Credit Guidance – Should I Pay Charged Off Accounts?

Until the recent economic meltdown, large charge offs on credit histories were a fairly rare occurrence. With the economy still struggling to regain its footing, this is changing rapidly, and more people will be facing the necessity of dealing with charge offs on their credit histories. Everyone who obtains a charged off account on their credit history wonders “Should I pay charged off accounts?”

Charge offs are one of the worst entries that can be made on a credit report, and are the leading reason for being denied credit in the future. This is because unlike a late account or an account in collections, by declaring a charge off the debt issuer is letting future creditors know that no payment was collected on the debt. This makes lending to a person with charge offs on their credit history

Should I Pay Charged Off Accounts

less desirable, since future creditors will fear the risk that the debtor will force them into a charge off situation.

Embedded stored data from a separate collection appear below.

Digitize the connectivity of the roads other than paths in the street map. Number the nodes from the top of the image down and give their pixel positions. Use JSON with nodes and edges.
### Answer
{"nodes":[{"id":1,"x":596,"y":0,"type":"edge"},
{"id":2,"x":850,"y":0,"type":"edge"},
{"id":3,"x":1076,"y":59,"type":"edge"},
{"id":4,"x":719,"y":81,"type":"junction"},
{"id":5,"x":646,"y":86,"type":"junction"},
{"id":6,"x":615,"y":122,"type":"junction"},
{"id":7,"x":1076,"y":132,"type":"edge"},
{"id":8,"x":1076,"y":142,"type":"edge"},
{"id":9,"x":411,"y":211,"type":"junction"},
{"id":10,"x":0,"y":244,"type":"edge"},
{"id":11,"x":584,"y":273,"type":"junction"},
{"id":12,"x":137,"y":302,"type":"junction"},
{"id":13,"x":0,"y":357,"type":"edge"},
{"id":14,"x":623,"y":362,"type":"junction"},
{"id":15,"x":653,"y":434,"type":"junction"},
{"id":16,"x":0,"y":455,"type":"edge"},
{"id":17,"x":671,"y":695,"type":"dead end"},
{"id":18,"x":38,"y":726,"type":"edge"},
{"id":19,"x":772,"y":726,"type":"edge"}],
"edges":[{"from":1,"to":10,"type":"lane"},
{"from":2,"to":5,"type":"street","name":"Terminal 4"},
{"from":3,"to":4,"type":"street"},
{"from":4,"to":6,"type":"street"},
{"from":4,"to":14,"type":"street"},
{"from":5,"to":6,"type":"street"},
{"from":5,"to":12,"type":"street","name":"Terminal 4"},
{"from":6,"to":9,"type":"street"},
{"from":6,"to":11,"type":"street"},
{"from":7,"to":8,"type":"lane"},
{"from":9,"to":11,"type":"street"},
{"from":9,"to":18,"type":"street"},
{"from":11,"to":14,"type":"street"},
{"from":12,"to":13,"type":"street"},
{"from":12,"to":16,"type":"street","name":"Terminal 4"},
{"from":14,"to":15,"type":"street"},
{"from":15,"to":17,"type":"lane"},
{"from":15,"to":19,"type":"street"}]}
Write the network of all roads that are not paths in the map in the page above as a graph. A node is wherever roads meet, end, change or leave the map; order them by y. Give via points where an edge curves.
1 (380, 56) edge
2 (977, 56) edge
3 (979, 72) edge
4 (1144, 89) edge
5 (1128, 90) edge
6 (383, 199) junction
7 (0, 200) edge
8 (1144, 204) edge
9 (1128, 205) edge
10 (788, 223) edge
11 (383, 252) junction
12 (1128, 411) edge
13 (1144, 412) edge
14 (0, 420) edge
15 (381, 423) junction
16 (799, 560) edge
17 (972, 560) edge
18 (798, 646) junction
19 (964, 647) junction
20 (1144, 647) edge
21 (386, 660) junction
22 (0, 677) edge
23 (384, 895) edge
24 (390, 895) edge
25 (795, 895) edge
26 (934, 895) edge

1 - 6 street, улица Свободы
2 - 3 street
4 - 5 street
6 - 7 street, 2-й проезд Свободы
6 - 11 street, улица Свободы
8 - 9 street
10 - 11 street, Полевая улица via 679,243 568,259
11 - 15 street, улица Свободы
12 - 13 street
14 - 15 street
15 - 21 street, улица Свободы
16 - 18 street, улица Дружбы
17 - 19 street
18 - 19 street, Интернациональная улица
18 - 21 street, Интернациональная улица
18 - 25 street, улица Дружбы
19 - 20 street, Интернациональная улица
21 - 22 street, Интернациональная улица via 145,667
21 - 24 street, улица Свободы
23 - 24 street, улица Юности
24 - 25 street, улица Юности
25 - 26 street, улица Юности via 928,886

Checking your credit report regularly is the best way to spot charge offs reported in error; you certainly don’t want a charge off you don’t owe to impact your creditworthiness. But what happens if you know you really do owe the debt, and now you’re stuck in a charge off situation?

Frequent Misunderstandings about Charge Offs

Charge offs are usually reported after six months of non-payment. If even a token amount is paid during that time, the creditor will typically restart the six month count down. After a charge off is reported, there are several things that can happen to that debt – but it won’t just disappear. Don’t fall for these common mistaken assumptions about charge offs.

  • “After a charge off, you no longer owe the debt.” The fact is, even after the debt is charged off, the debtor owes the debt. A charge off is a declaration that the creditor did not receive payment for six months.
  • “Once a debt is charged off, they won’t collect.” Actually, even if a debt is charged off, the creditor has the right to collect, or to assign the right to collect to someone else. What’s happening here? Frequently, creditors will sell your debt to a third party collection agency, sometimes for pennies on the dollar. The third party then can collect the whole amount; this is why many collection firms are so aggressive.
  • “After seven years, a charge off disappears from your report.” If no updates to the debt are made within seven years, depending on the type of debt the mark on your credit may fade. But if a third party is trying to collect, they may continually update your report to keep the debt active, meaning it can remain visible to all until the debt is paid. Paying off charged off accounts is the only way to guarantee that the debt will eventually be removed from your credit history.

Paying Off Charged Accounts

For those wondering “Does paying off charge offs help your credit?” lenders’ increased willingness to work with you is one way that your credit will benefit from paying off such an account. Additionally, paying off a charged off account will ensure that eventually, the debt will be too old to be considered relevant to your credit profile. If the debt is constantly updated by an aggressive collector, this will not be the case.

Paying off charged off debt makes financial sense in the long term. Although an initial charge off immediately impacts your credit score and overall credit risk profile, charge offs that remain unpaid can cause further damage to your score. A paid off charge off, on the other hand, can improve your score, although it will take time for your score to return to what it was before the charge off was reported.

Now you are definitely asking, “So, should I pay charged off accounts?” In short, the answer is yes, you should pay off a charged off account. However, if you’re in financial straits, you don’t want to risk getting another charge off from a creditor you can’t repay because you spent the money you had fixing the charge off.

Ask the creditor handling the charge off for repayment terms that you can afford on a schedule you know you can meet. Settlement, in which you pay less than the original debt owed, is also an option; just be aware that a note will be made on your credit report that the debt was settled and not collected in full. The important thing is paying off whatever you can so that your credit can recover quickly.